Somatostatin (SST) exerts antiproliferative effects in normal and tumor epithelial and endocrine cells through the activation of five G protein-coupled receptors (SSTR15). Somatostatin receptors are expressed in several human tumors, including brain cancer. Multiple intracellular pathways are involved in the antiproliferative effects of SST, both direct (cytostatic, pro-apoptotic) and indirect (antiangiogenic, antiendocrine). In particular, modulation of phosphotyrosine phosphatase (PTP) h activity is considered as a major mechanism in SST regulation of cell growth. Among brain cancers, malignant gliomas are aggressive, infiltrating, and highly vascularized lesions characterized by poor prognosis. The highly tumorigenic rat glioma C6 cell line natively expressing SSTR1, 2, 3, and 5, is a reliable experimental model for the study of glioma growth and neoangiogenesis.

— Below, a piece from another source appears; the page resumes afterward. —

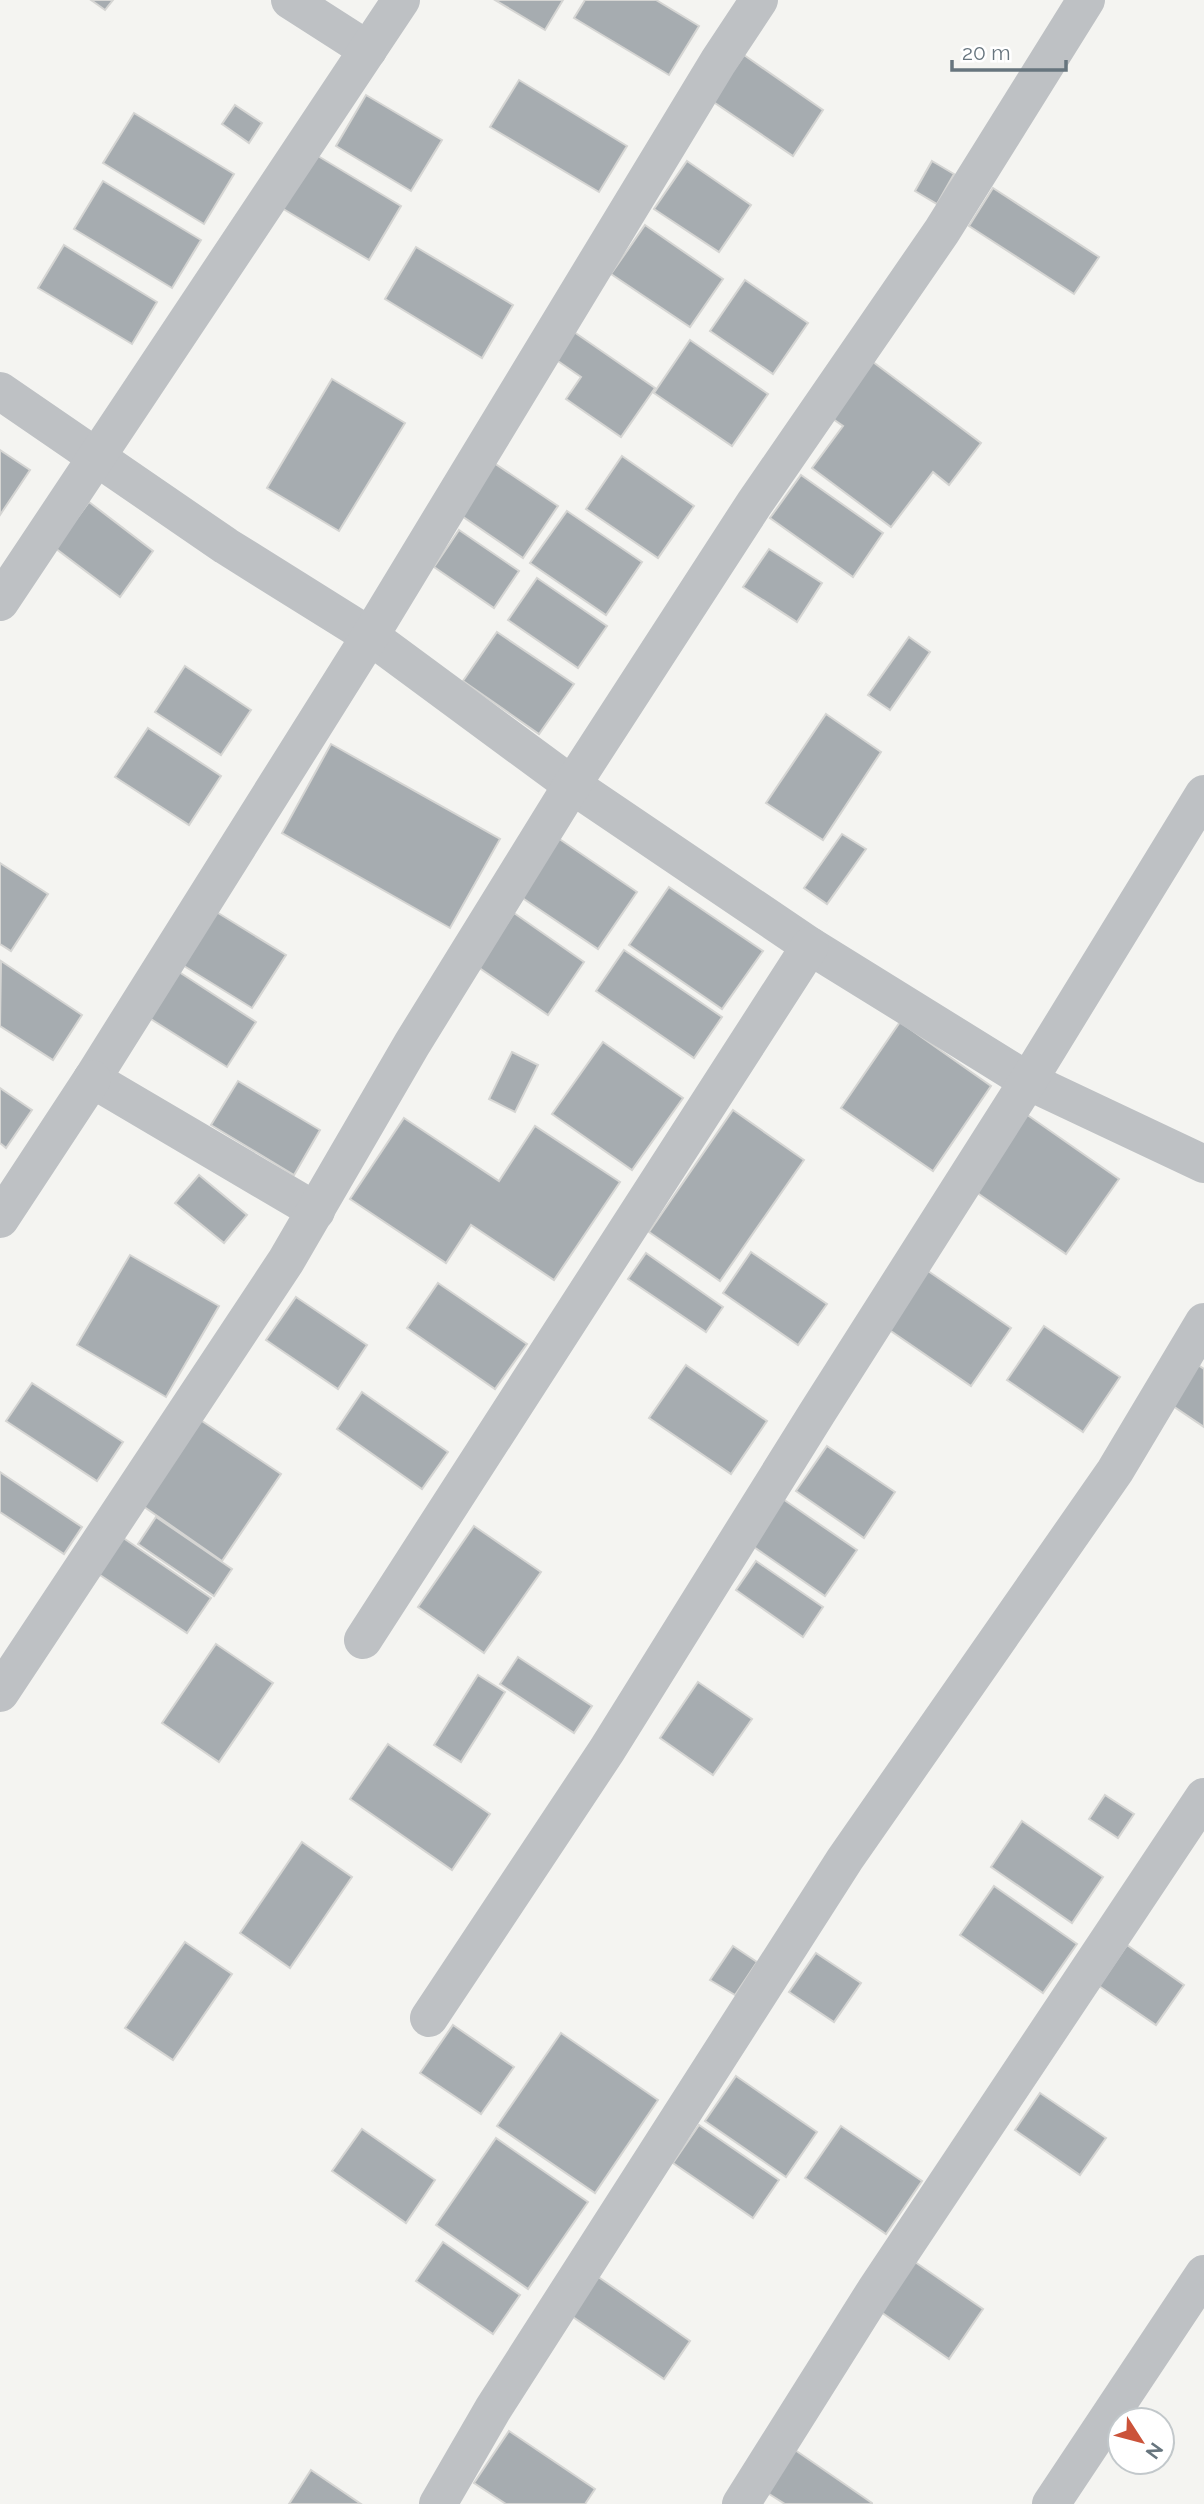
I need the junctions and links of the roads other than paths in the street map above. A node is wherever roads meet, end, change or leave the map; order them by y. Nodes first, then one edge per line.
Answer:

As tumor cells express multiple SSTRs, it is essential to deepen the individual role of the different subtypes in the regulation of cell proliferation and intracellular pathways. In C6 cells, in vitro and in vivo, SST and SSTR1, 2, and 5 selective agonists act as cytostatic agents via PTPh-dependent inhibition of ERK1/2 activity and upregulation of p27kip1. SSTR1, 2, and 5 activation leads to tumor growth inhibition acting on both cell proliferation and neoangiogenesis. Somatostatin receptor 5 activation showed the highest efficacy, although the combined activity of different SSTR subtypes resulted in additive effects. The present review summarizes the cytostatic activity of SST and presents novel insights into the individual role of SSTR, bringing this knowledge into perspective for the future use of SSTRs as molecular targets for antiproliferative strategies.